Gulson, K. N., & Parkes, R. J. (2009). In the shadows of the mission: Educational policy, space, and the ‘colonial present’. Race, Ethnicity and Education, 12(3), 267-280.

This paper is concerned with enduring histories and micro-geographies of the (post)colonial Australian nation, played out through contemporary connections between Aboriginality, inner Sydney and educational policy change.
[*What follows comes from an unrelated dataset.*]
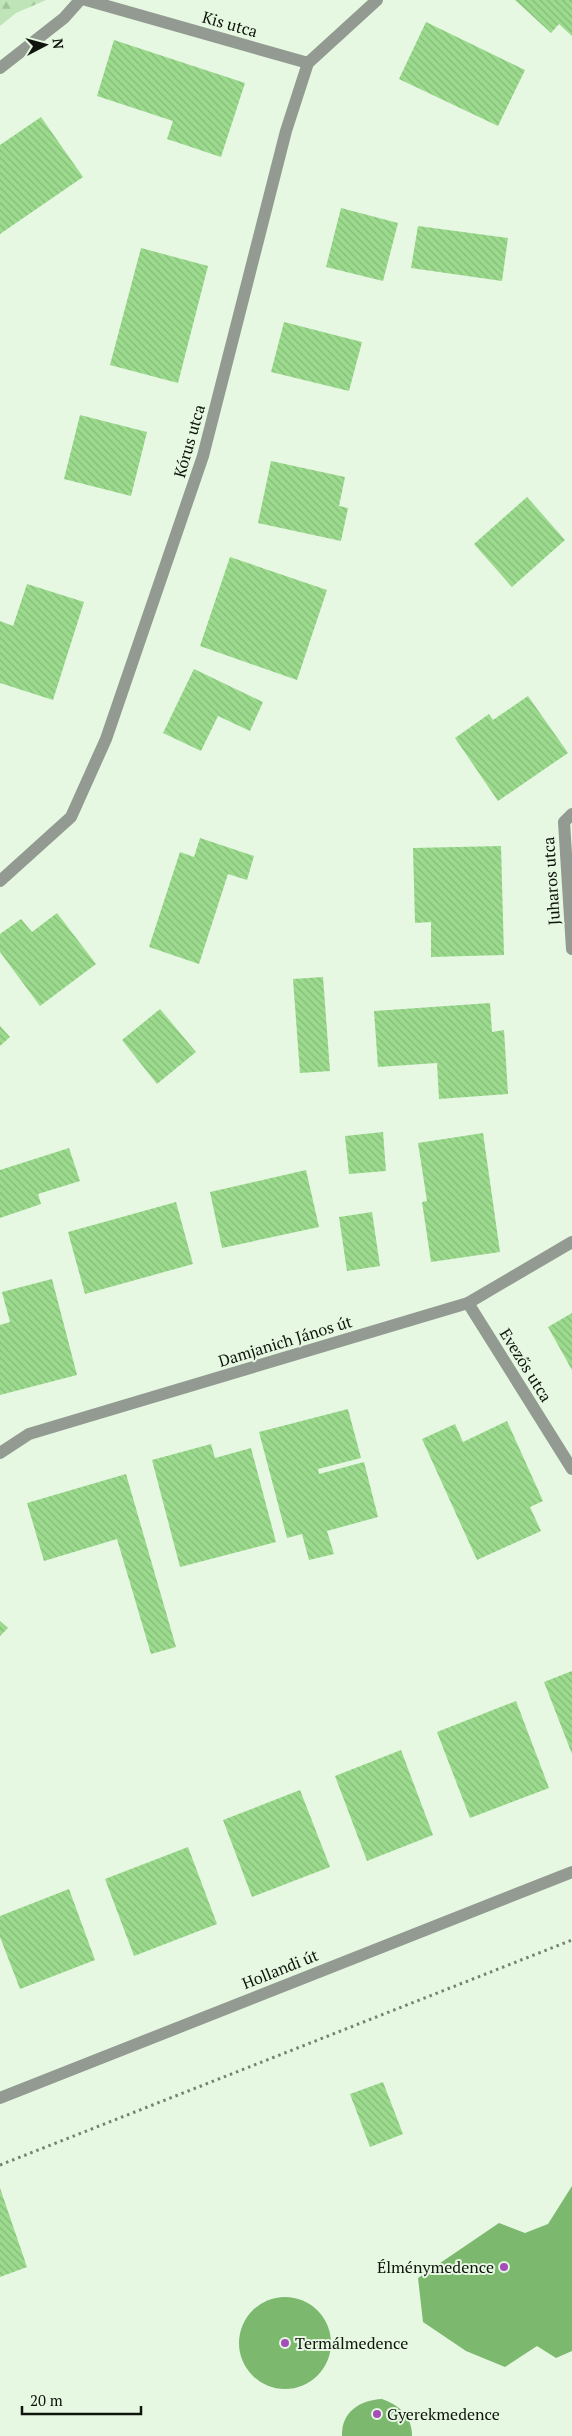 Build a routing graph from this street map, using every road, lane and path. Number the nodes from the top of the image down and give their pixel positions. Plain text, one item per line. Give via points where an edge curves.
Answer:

This paper traces the ‘racialization’ of space and place in the Sydney inner city suburb of Redfern, including the Aboriginal-‘owned’ residential area commonly known as the Block; it then outlines aspects of an educational policy change in inner Sydney, specifically the relationship of policy proposals to the positioning of Aboriginal people; and, last, focuses on connecting the notions of Aboriginality and space to educational policy change through Derek Gregory’s idea of the ‘colonial present’. It explores how the idea of the ‘colonial present’ as ‘performance of space’ might help to understand the racialisation of the inner city and education policy discourses. It concludes that the ‘colonial present’ is a way of understanding how the ‘racialisation’ of the inner city and education policy discourses can, on the one hand, ‘reaffirm’ deficit views of Aboriginal people as irredeemably ‘Other’ and as ‘failure’, yet, on the other hand, can however precariously mobilize ‘impure resources’ to undo colonial enclosures.